▸ **DATASET EXTRACT**:
Content starts

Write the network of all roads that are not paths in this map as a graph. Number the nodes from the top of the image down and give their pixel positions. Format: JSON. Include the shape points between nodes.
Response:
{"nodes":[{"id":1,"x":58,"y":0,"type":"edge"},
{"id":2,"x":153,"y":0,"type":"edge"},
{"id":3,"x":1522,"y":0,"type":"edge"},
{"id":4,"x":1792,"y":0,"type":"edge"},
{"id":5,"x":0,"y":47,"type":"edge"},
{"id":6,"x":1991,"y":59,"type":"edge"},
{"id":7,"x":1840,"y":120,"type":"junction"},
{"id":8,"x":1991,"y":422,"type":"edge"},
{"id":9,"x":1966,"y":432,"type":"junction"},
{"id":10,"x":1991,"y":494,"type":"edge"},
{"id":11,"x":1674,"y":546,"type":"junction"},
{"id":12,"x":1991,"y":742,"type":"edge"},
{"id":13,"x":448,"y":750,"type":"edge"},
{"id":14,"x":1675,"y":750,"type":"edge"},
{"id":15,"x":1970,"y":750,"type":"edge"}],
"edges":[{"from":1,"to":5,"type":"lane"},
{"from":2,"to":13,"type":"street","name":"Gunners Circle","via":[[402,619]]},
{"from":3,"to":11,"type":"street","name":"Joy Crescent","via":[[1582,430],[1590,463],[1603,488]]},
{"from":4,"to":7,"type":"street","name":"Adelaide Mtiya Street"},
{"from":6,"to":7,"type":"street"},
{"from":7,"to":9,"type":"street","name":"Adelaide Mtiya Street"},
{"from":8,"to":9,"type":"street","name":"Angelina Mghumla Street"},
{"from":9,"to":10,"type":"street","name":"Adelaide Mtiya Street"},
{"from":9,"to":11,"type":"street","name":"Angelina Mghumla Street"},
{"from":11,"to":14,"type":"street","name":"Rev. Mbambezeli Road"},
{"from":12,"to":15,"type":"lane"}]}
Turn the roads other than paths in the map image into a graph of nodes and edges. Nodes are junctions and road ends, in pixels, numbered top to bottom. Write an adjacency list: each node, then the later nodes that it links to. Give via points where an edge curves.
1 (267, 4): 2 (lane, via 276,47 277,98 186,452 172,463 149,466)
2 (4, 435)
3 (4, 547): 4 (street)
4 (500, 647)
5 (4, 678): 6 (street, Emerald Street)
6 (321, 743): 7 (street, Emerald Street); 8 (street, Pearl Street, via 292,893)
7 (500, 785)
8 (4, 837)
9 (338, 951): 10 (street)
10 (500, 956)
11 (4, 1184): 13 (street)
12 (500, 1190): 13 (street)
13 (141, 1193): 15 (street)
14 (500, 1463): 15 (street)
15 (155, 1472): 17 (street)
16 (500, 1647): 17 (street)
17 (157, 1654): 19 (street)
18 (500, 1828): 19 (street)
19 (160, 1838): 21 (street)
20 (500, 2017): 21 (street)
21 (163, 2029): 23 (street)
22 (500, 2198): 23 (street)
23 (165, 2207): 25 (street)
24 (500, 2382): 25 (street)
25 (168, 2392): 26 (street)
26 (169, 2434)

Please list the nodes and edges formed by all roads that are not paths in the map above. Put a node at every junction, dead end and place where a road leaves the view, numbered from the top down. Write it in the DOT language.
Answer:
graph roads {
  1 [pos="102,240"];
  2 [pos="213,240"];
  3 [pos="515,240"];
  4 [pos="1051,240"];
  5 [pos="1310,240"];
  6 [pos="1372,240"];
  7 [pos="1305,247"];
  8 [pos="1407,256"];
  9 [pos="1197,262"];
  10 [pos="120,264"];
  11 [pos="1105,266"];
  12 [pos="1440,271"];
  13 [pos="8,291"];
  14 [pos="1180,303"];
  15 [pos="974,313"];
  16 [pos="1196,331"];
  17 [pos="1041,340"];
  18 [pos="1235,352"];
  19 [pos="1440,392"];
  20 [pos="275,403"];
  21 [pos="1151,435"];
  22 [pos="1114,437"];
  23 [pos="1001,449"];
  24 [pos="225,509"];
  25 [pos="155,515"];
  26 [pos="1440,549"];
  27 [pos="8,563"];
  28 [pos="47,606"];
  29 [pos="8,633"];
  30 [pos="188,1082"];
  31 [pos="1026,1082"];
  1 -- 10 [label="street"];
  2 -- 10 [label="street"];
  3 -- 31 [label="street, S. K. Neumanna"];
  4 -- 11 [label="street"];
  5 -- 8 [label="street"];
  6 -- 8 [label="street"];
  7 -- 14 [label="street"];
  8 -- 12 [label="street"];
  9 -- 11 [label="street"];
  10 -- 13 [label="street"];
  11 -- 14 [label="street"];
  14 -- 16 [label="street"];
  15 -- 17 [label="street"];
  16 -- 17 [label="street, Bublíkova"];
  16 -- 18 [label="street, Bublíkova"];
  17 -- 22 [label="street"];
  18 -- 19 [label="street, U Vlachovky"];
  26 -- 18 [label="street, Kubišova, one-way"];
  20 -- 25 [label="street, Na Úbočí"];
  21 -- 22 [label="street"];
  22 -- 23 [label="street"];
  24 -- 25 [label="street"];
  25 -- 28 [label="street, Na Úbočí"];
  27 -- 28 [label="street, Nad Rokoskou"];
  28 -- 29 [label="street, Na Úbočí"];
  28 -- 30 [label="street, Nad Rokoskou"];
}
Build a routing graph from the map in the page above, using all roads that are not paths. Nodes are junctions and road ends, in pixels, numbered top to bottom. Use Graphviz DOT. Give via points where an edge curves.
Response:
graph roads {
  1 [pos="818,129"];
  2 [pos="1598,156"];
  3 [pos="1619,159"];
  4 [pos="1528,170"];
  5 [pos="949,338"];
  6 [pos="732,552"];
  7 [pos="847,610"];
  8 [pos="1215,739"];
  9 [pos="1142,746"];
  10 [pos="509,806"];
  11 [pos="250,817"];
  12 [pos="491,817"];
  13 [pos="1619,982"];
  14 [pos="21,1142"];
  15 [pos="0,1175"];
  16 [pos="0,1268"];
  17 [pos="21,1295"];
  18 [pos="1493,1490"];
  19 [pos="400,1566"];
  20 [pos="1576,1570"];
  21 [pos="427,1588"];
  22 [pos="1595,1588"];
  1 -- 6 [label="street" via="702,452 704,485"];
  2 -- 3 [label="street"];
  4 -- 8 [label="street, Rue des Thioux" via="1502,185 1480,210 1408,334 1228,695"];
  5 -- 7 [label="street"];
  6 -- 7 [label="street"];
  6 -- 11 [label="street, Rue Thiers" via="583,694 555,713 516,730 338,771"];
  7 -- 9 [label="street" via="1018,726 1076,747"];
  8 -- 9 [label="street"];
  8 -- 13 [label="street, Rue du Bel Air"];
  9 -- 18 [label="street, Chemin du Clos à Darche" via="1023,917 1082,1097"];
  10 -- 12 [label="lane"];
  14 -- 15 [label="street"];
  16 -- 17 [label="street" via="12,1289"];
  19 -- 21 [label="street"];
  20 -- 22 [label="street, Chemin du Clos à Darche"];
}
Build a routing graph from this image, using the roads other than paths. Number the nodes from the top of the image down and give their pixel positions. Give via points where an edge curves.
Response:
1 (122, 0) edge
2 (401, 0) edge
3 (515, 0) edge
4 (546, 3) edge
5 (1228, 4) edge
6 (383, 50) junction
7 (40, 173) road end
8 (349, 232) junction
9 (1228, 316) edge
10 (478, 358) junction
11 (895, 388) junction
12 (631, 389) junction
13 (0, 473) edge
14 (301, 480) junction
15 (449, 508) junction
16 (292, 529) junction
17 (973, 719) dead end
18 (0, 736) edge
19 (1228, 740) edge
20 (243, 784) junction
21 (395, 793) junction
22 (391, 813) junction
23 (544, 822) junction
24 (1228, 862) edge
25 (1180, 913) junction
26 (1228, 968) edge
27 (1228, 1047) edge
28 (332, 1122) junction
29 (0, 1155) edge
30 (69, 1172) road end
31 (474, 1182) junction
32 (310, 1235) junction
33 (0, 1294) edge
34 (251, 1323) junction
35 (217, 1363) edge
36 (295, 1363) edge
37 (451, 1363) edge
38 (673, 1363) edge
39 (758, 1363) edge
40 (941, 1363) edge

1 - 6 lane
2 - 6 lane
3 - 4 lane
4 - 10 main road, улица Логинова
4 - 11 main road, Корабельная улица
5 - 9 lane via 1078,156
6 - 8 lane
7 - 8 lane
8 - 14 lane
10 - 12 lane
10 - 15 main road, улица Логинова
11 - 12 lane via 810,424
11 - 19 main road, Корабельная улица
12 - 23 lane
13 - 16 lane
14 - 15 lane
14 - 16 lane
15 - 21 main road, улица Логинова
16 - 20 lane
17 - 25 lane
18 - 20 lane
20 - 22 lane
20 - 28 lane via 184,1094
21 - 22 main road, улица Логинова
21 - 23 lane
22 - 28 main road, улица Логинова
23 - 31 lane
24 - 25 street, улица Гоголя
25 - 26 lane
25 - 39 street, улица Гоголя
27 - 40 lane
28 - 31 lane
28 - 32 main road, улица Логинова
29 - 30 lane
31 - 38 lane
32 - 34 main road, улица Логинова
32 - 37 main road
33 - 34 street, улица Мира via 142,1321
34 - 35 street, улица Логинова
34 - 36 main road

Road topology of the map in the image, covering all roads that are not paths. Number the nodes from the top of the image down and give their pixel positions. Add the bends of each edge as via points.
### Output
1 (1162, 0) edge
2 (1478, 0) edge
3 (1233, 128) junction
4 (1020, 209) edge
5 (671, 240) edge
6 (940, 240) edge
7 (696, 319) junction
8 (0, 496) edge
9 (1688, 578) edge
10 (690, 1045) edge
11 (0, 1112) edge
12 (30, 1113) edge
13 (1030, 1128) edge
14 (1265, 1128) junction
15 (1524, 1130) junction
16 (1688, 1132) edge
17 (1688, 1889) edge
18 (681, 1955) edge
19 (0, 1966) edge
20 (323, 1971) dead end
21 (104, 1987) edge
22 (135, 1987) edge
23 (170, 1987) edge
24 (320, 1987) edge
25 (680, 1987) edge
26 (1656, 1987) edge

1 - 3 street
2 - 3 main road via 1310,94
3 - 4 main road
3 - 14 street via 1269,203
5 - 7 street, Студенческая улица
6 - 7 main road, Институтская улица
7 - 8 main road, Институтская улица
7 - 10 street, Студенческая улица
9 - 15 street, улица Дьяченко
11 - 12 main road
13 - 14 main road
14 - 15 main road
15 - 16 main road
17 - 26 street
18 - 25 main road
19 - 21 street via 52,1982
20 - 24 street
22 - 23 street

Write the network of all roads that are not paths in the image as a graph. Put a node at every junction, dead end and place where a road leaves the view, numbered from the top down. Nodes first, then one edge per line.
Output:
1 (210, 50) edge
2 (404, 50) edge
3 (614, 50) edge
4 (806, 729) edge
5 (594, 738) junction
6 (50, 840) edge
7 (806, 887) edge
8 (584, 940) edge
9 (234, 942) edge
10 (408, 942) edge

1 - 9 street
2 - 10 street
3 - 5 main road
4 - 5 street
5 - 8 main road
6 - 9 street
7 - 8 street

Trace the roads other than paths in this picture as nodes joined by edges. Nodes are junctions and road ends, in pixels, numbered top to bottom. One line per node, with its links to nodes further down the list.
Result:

Content ends

▸ **THE TASK**: What you give back should be only the lines of the records above, starting at the line with "Turn the roads" and ending at the line with "Please list the", restated word for word.

▸ **OUTPUT OF THE EXERCISE**:
Turn the roads other than paths in the map image into a graph of nodes and edges. Nodes are junctions and road ends, in pixels, numbered top to bottom. Write an adjacency list: each node, then the later nodes that it links to. Give via points where an edge curves.
1 (267, 4): 2 (lane, via 276,47 277,98 186,452 172,463 149,466)
2 (4, 435)
3 (4, 547): 4 (street)
4 (500, 647)
5 (4, 678): 6 (street, Emerald Street)
6 (321, 743): 7 (street, Emerald Street); 8 (street, Pearl Street, via 292,893)
7 (500, 785)
8 (4, 837)
9 (338, 951): 10 (street)
10 (500, 956)
11 (4, 1184): 13 (street)
12 (500, 1190): 13 (street)
13 (141, 1193): 15 (street)
14 (500, 1463): 15 (street)
15 (155, 1472): 17 (street)
16 (500, 1647): 17 (street)
17 (157, 1654): 19 (street)
18 (500, 1828): 19 (street)
19 (160, 1838): 21 (street)
20 (500, 2017): 21 (street)
21 (163, 2029): 23 (street)
22 (500, 2198): 23 (street)
23 (165, 2207): 25 (street)
24 (500, 2382): 25 (street)
25 (168, 2392): 26 (street)
26 (169, 2434)

Please list the nodes and edges formed by all roads that are not paths in the map above. Put a node at every junction, dead end and place where a road leaves the view, numbered from the top down. Write it in the DOT language.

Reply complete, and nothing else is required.